[Stored data]
########

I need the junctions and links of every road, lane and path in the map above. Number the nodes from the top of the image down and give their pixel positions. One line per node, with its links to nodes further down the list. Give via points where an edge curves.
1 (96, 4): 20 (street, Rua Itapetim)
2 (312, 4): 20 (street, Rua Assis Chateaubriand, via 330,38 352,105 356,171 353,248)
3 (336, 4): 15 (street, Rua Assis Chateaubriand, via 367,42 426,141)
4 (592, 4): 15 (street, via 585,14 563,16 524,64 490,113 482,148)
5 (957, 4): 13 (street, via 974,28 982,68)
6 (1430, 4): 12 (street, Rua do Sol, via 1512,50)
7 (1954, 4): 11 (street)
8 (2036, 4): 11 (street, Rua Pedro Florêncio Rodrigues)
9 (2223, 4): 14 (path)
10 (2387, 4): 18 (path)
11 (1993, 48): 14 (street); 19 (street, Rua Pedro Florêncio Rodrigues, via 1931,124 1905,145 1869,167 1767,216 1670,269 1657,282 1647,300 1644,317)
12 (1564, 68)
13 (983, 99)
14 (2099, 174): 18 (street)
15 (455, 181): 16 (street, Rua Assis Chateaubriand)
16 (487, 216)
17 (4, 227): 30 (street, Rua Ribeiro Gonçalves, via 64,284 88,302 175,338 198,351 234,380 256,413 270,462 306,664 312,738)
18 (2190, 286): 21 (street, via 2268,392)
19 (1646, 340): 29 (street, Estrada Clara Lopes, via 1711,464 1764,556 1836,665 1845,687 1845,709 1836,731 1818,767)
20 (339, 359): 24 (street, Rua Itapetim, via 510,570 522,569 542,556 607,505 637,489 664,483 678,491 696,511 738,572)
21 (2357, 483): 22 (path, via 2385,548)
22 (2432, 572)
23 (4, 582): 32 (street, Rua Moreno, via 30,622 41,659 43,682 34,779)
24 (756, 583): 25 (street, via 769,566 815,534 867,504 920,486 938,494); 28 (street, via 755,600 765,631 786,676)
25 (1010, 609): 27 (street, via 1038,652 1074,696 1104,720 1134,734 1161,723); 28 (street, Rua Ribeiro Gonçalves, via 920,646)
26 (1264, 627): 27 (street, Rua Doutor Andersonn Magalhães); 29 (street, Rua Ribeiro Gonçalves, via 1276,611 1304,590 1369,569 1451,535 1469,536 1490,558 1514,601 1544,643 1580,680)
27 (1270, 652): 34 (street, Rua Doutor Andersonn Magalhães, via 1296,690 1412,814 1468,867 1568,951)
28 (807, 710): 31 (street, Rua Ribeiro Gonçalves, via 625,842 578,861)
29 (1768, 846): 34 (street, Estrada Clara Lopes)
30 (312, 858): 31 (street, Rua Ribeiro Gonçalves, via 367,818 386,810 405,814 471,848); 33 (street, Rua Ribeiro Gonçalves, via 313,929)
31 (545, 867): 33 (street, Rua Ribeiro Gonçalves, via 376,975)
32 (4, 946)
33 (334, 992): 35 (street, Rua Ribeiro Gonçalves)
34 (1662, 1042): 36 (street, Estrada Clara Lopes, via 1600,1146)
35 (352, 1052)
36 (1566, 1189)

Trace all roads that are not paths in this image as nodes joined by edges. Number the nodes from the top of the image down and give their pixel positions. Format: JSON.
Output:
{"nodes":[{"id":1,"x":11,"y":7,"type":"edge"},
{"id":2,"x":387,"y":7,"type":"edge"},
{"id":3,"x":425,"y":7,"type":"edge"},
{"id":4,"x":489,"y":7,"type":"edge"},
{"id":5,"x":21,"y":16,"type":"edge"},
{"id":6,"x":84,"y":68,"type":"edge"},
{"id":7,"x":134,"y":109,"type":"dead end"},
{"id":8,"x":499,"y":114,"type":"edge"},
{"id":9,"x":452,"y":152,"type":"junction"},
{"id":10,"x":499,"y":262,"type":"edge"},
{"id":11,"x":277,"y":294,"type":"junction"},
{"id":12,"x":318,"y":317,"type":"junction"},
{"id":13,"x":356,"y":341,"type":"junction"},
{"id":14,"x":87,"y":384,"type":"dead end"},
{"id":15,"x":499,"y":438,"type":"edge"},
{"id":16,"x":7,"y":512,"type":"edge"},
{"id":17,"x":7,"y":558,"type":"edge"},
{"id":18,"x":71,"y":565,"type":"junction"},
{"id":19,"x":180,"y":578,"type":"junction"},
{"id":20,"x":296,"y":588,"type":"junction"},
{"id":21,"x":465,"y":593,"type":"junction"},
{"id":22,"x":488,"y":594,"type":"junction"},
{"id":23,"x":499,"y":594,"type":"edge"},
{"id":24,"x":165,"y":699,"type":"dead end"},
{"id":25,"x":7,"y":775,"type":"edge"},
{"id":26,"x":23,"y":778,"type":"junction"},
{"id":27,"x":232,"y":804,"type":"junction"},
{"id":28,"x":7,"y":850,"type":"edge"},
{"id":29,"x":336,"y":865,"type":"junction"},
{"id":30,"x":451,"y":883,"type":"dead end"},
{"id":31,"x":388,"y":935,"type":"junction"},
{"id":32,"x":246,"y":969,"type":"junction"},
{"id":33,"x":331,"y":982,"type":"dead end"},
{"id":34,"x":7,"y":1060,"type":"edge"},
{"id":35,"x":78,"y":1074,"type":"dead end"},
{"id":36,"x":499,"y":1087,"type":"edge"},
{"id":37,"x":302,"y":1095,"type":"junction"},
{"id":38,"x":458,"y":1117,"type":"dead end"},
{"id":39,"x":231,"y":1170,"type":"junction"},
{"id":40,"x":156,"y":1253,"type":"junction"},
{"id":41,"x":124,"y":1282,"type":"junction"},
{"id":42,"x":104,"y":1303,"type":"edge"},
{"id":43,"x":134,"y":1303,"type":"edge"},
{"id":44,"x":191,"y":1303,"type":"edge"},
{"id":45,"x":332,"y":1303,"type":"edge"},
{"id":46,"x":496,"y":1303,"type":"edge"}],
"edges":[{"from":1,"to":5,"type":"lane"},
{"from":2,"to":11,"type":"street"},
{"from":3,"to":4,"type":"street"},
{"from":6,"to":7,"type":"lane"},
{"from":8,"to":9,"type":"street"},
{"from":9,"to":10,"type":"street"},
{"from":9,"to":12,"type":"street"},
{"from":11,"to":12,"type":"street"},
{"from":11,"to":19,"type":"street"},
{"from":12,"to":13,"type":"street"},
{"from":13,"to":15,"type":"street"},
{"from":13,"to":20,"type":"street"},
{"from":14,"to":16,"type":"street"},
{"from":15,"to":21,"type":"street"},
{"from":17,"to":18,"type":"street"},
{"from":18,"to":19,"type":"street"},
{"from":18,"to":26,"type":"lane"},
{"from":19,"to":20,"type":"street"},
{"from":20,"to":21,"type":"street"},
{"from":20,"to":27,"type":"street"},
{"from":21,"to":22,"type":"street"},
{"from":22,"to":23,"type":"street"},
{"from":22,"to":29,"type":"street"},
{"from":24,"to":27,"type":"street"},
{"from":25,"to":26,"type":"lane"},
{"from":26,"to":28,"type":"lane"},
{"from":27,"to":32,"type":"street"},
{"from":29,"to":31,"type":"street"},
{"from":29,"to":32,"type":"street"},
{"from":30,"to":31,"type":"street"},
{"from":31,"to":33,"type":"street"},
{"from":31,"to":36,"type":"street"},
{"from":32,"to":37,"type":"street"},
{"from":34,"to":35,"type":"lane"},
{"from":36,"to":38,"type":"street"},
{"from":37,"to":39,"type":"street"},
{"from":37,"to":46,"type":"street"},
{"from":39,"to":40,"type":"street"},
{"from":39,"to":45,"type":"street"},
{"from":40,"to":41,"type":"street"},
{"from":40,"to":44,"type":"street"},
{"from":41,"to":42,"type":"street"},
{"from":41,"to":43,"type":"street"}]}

########

Transcribe each entry above exactly as it reads.

I need the junctions and links of every road, lane and path in the map above. Number the nodes from the top of the image down and give their pixel positions. One line per node, with its links to nodes further down the list. Give via points where an edge curves.
1 (96, 4): 20 (street, Rua Itapetim)
2 (312, 4): 20 (street, Rua Assis Chateaubriand, via 330,38 352,105 356,171 353,248)
3 (336, 4): 15 (street, Rua Assis Chateaubriand, via 367,42 426,141)
4 (592, 4): 15 (street, via 585,14 563,16 524,64 490,113 482,148)
5 (957, 4): 13 (street, via 974,28 982,68)
6 (1430, 4): 12 (street, Rua do Sol, via 1512,50)
7 (1954, 4): 11 (street)
8 (2036, 4): 11 (street, Rua Pedro Florêncio Rodrigues)
9 (2223, 4): 14 (path)
10 (2387, 4): 18 (path)
11 (1993, 48): 14 (street); 19 (street, Rua Pedro Florêncio Rodrigues, via 1931,124 1905,145 1869,167 1767,216 1670,269 1657,282 1647,300 1644,317)
12 (1564, 68)
13 (983, 99)
14 (2099, 174): 18 (street)
15 (455, 181): 16 (street, Rua Assis Chateaubriand)
16 (487, 216)
17 (4, 227): 30 (street, Rua Ribeiro Gonçalves, via 64,284 88,302 175,338 198,351 234,380 256,413 270,462 306,664 312,738)
18 (2190, 286): 21 (street, via 2268,392)
19 (1646, 340): 29 (street, Estrada Clara Lopes, via 1711,464 1764,556 1836,665 1845,687 1845,709 1836,731 1818,767)
20 (339, 359): 24 (street, Rua Itapetim, via 510,570 522,569 542,556 607,505 637,489 664,483 678,491 696,511 738,572)
21 (2357, 483): 22 (path, via 2385,548)
22 (2432, 572)
23 (4, 582): 32 (street, Rua Moreno, via 30,622 41,659 43,682 34,779)
24 (756, 583): 25 (street, via 769,566 815,534 867,504 920,486 938,494); 28 (street, via 755,600 765,631 786,676)
25 (1010, 609): 27 (street, via 1038,652 1074,696 1104,720 1134,734 1161,723); 28 (street, Rua Ribeiro Gonçalves, via 920,646)
26 (1264, 627): 27 (street, Rua Doutor Andersonn Magalhães); 29 (street, Rua Ribeiro Gonçalves, via 1276,611 1304,590 1369,569 1451,535 1469,536 1490,558 1514,601 1544,643 1580,680)
27 (1270, 652): 34 (street, Rua Doutor Andersonn Magalhães, via 1296,690 1412,814 1468,867 1568,951)
28 (807, 710): 31 (street, Rua Ribeiro Gonçalves, via 625,842 578,861)
29 (1768, 846): 34 (street, Estrada Clara Lopes)
30 (312, 858): 31 (street, Rua Ribeiro Gonçalves, via 367,818 386,810 405,814 471,848); 33 (street, Rua Ribeiro Gonçalves, via 313,929)
31 (545, 867): 33 (street, Rua Ribeiro Gonçalves, via 376,975)
32 (4, 946)
33 (334, 992): 35 (street, Rua Ribeiro Gonçalves)
34 (1662, 1042): 36 (street, Estrada Clara Lopes, via 1600,1146)
35 (352, 1052)
36 (1566, 1189)

Trace all roads that are not paths in this image as nodes joined by edges. Number the nodes from the top of the image down and give their pixel positions. Format: JSON.
Output:
{"nodes":[{"id":1,"x":11,"y":7,"type":"edge"},
{"id":2,"x":387,"y":7,"type":"edge"},
{"id":3,"x":425,"y":7,"type":"edge"},
{"id":4,"x":489,"y":7,"type":"edge"},
{"id":5,"x":21,"y":16,"type":"edge"},
{"id":6,"x":84,"y":68,"type":"edge"},
{"id":7,"x":134,"y":109,"type":"dead end"},
{"id":8,"x":499,"y":114,"type":"edge"},
{"id":9,"x":452,"y":152,"type":"junction"},
{"id":10,"x":499,"y":262,"type":"edge"},
{"id":11,"x":277,"y":294,"type":"junction"},
{"id":12,"x":318,"y":317,"type":"junction"},
{"id":13,"x":356,"y":341,"type":"junction"},
{"id":14,"x":87,"y":384,"type":"dead end"},
{"id":15,"x":499,"y":438,"type":"edge"},
{"id":16,"x":7,"y":512,"type":"edge"},
{"id":17,"x":7,"y":558,"type":"edge"},
{"id":18,"x":71,"y":565,"type":"junction"},
{"id":19,"x":180,"y":578,"type":"junction"},
{"id":20,"x":296,"y":588,"type":"junction"},
{"id":21,"x":465,"y":593,"type":"junction"},
{"id":22,"x":488,"y":594,"type":"junction"},
{"id":23,"x":499,"y":594,"type":"edge"},
{"id":24,"x":165,"y":699,"type":"dead end"},
{"id":25,"x":7,"y":775,"type":"edge"},
{"id":26,"x":23,"y":778,"type":"junction"},
{"id":27,"x":232,"y":804,"type":"junction"},
{"id":28,"x":7,"y":850,"type":"edge"},
{"id":29,"x":336,"y":865,"type":"junction"},
{"id":30,"x":451,"y":883,"type":"dead end"},
{"id":31,"x":388,"y":935,"type":"junction"},
{"id":32,"x":246,"y":969,"type":"junction"},
{"id":33,"x":331,"y":982,"type":"dead end"},
{"id":34,"x":7,"y":1060,"type":"edge"},
{"id":35,"x":78,"y":1074,"type":"dead end"},
{"id":36,"x":499,"y":1087,"type":"edge"},
{"id":37,"x":302,"y":1095,"type":"junction"},
{"id":38,"x":458,"y":1117,"type":"dead end"},
{"id":39,"x":231,"y":1170,"type":"junction"},
{"id":40,"x":156,"y":1253,"type":"junction"},
{"id":41,"x":124,"y":1282,"type":"junction"},
{"id":42,"x":104,"y":1303,"type":"edge"},
{"id":43,"x":134,"y":1303,"type":"edge"},
{"id":44,"x":191,"y":1303,"type":"edge"},
{"id":45,"x":332,"y":1303,"type":"edge"},
{"id":46,"x":496,"y":1303,"type":"edge"}],
"edges":[{"from":1,"to":5,"type":"lane"},
{"from":2,"to":11,"type":"street"},
{"from":3,"to":4,"type":"street"},
{"from":6,"to":7,"type":"lane"},
{"from":8,"to":9,"type":"street"},
{"from":9,"to":10,"type":"street"},
{"from":9,"to":12,"type":"street"},
{"from":11,"to":12,"type":"street"},
{"from":11,"to":19,"type":"street"},
{"from":12,"to":13,"type":"street"},
{"from":13,"to":15,"type":"street"},
{"from":13,"to":20,"type":"street"},
{"from":14,"to":16,"type":"street"},
{"from":15,"to":21,"type":"street"},
{"from":17,"to":18,"type":"street"},
{"from":18,"to":19,"type":"street"},
{"from":18,"to":26,"type":"lane"},
{"from":19,"to":20,"type":"street"},
{"from":20,"to":21,"type":"street"},
{"from":20,"to":27,"type":"street"},
{"from":21,"to":22,"type":"street"},
{"from":22,"to":23,"type":"street"},
{"from":22,"to":29,"type":"street"},
{"from":24,"to":27,"type":"street"},
{"from":25,"to":26,"type":"lane"},
{"from":26,"to":28,"type":"lane"},
{"from":27,"to":32,"type":"street"},
{"from":29,"to":31,"type":"street"},
{"from":29,"to":32,"type":"street"},
{"from":30,"to":31,"type":"street"},
{"from":31,"to":33,"type":"street"},
{"from":31,"to":36,"type":"street"},
{"from":32,"to":37,"type":"street"},
{"from":34,"to":35,"type":"lane"},
{"from":36,"to":38,"type":"street"},
{"from":37,"to":39,"type":"street"},
{"from":37,"to":46,"type":"street"},
{"from":39,"to":40,"type":"street"},
{"from":39,"to":45,"type":"street"},
{"from":40,"to":41,"type":"street"},
{"from":40,"to":44,"type":"street"},
{"from":41,"to":42,"type":"street"},
{"from":41,"to":43,"type":"street"}]}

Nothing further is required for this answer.